We’re two thirds of the way through it, and here at CounterPunch we’re getting first hand testimony about the depth of the economic Depression inflicted by COVID and the austere neoliberal response to it that put money into the pockets of the rich and left the rest of us falling further and further behind. Many CounterPunchers are rallying as they do year after year, but telling us times are tight. All we can ask is, give if you can and as much as you feel you can afford. We truly need every penny and every dollar to keep the show on the road. Dig as deep as you can in those pockets. The cause is good and the need is great. Please, use our secure server make a tax-deductible donation to CounterPunch today or purchase a subscription to CP +  or one of our scintillating books (or a crate of books!) for summer reading. (We promise we won’t call you to shake you down or sell your name to any lists.)

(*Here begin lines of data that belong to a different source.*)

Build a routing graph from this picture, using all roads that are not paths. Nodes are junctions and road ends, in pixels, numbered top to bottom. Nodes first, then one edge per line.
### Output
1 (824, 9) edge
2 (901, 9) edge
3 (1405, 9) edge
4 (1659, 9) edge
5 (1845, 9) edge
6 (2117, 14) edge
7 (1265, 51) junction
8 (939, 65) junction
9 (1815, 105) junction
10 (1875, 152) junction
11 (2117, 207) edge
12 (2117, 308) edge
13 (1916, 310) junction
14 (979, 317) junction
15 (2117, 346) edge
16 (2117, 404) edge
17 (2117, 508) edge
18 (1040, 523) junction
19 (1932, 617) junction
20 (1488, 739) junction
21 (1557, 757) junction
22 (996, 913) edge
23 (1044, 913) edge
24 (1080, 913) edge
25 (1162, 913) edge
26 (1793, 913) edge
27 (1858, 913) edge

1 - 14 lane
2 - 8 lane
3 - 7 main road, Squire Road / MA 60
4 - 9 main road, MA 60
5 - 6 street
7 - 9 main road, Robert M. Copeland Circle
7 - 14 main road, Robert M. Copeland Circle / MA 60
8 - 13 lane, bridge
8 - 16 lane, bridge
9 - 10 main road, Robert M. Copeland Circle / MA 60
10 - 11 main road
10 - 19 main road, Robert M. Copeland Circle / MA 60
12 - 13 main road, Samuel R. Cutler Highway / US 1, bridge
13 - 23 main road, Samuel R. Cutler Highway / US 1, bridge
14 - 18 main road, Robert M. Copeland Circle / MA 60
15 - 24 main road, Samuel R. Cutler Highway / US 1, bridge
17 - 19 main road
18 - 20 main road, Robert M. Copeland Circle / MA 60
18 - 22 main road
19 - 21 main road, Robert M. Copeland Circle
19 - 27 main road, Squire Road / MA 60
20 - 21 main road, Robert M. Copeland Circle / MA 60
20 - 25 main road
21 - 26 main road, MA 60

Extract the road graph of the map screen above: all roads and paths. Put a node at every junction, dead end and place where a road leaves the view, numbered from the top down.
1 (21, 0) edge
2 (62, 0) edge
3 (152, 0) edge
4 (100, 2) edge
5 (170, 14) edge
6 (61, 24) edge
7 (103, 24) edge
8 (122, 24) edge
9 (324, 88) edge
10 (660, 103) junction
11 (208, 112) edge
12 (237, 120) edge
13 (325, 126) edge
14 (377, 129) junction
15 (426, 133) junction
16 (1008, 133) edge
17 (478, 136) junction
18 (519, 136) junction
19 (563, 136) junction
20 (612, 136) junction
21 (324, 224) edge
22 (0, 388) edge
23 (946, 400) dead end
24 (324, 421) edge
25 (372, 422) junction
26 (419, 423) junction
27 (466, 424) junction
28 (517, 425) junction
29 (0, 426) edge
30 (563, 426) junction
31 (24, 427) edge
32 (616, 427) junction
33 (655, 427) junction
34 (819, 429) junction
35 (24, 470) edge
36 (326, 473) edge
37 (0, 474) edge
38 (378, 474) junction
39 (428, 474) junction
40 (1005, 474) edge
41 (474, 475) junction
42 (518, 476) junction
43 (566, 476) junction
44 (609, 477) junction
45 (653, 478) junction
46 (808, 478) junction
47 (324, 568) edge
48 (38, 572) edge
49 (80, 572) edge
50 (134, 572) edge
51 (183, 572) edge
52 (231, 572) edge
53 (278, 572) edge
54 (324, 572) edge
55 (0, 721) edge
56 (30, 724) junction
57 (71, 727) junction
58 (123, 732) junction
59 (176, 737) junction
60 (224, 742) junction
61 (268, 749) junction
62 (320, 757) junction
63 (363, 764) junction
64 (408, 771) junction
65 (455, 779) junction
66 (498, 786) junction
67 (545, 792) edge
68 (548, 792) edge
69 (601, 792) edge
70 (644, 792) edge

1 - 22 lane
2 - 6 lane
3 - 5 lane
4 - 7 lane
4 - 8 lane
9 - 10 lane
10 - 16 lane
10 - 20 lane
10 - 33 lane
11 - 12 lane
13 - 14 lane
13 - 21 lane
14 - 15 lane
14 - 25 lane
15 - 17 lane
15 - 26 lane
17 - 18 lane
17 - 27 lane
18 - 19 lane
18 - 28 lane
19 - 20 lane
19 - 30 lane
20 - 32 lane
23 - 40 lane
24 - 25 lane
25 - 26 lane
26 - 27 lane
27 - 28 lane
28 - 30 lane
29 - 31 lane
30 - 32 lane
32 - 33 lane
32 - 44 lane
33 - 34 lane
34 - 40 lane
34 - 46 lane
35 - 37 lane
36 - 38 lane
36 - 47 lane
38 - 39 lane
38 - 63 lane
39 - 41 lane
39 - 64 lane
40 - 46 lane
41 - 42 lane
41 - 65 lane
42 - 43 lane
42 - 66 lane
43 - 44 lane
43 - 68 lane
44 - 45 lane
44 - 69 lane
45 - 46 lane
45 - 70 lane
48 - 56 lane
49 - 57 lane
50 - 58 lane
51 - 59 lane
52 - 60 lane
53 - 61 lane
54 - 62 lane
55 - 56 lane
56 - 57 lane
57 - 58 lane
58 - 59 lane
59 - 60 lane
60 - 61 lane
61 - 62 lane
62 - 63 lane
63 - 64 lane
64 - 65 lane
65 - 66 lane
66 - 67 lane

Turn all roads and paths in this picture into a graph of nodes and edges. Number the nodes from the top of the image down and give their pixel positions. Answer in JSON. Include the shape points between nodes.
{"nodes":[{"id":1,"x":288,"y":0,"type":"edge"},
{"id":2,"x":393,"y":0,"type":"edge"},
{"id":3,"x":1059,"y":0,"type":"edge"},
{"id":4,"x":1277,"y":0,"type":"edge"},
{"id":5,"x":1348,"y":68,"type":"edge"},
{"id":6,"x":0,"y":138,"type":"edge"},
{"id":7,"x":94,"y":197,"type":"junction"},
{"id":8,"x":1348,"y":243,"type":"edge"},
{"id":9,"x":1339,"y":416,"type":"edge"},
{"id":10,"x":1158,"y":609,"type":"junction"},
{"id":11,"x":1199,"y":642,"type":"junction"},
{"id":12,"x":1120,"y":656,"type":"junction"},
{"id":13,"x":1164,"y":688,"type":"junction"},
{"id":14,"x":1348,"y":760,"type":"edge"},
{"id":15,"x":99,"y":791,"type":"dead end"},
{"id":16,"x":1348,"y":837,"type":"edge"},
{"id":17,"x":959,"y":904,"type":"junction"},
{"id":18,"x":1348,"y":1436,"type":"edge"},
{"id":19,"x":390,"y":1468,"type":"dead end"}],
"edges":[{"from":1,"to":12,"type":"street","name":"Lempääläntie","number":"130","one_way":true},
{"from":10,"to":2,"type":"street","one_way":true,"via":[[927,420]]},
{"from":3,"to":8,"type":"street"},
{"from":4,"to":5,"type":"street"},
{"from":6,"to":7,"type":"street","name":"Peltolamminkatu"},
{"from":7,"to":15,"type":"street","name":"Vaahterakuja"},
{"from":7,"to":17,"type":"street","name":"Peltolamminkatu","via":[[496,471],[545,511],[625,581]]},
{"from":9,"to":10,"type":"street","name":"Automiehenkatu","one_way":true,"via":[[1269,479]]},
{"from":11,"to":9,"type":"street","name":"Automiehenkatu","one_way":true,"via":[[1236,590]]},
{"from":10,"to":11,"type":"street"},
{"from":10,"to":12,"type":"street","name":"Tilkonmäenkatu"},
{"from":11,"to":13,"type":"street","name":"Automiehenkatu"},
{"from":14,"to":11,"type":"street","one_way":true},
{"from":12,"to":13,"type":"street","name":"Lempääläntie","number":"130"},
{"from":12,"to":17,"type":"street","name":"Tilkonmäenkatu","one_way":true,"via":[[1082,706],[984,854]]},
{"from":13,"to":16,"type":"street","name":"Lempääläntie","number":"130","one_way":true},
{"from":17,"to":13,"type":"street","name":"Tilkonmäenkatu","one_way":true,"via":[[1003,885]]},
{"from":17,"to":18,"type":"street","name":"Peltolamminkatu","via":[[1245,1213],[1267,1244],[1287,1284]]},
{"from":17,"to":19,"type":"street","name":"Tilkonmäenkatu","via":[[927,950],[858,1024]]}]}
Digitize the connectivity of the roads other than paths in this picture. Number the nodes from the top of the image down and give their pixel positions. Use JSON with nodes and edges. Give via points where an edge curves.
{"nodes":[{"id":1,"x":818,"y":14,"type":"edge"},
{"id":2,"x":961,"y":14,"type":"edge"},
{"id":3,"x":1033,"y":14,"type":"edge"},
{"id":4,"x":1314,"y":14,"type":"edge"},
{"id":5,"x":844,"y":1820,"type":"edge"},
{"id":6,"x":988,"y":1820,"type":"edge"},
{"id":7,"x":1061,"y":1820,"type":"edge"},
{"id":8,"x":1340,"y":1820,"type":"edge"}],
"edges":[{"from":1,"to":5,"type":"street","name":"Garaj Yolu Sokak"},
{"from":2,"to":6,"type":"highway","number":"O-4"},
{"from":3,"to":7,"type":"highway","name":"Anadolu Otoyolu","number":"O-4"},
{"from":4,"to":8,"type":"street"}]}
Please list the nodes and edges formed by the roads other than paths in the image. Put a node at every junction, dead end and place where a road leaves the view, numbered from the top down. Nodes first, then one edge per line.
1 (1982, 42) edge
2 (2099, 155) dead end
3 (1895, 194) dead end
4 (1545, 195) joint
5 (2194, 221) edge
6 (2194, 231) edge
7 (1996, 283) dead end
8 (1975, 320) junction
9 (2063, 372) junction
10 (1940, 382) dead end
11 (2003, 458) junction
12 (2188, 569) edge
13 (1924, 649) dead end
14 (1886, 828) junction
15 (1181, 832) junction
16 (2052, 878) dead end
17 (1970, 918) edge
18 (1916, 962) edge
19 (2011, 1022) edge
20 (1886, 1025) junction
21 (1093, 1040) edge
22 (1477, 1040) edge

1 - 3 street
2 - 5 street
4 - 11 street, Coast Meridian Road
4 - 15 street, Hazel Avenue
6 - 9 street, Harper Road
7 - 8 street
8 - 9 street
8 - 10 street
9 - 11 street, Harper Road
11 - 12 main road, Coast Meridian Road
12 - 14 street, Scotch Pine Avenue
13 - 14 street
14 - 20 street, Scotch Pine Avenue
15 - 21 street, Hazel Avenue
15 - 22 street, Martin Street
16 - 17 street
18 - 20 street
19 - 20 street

+ The last time a group like this got together in a villa on a Swiss lake Bryon composed the third canto of Childe Harold, Mary Shelley drafted Frankenstein, Percy tripping on laudanum wrote the Hymn to Intellectual Beauty and Polidori, pilfering Byron’s notebook, produced the first vampire novel. The best we can probably hope for from this despotic pair is that they don’t leave intent on dismembering body and with an unquenchable thirst for more blood…

+ In reading the transcripts from the post-summit press conferences, nearly every question from the US media was an attempt to goad Biden into making even more belligerent comments about Russia and, once FoxNews got the microphone, China, than he was already inclined to do. The press hasn’t changed all that much since the days of Hearst. In fact it’s probably worse, since there was still a muckraking tradition, even in Hearst’s papers, and the beat reporters themselves were largely working class then. If the administration shows any reluctance to escalate a confrontation, then the media is more than willing to light a match for them and then hide in the green room at CNN as it all goes up in flames.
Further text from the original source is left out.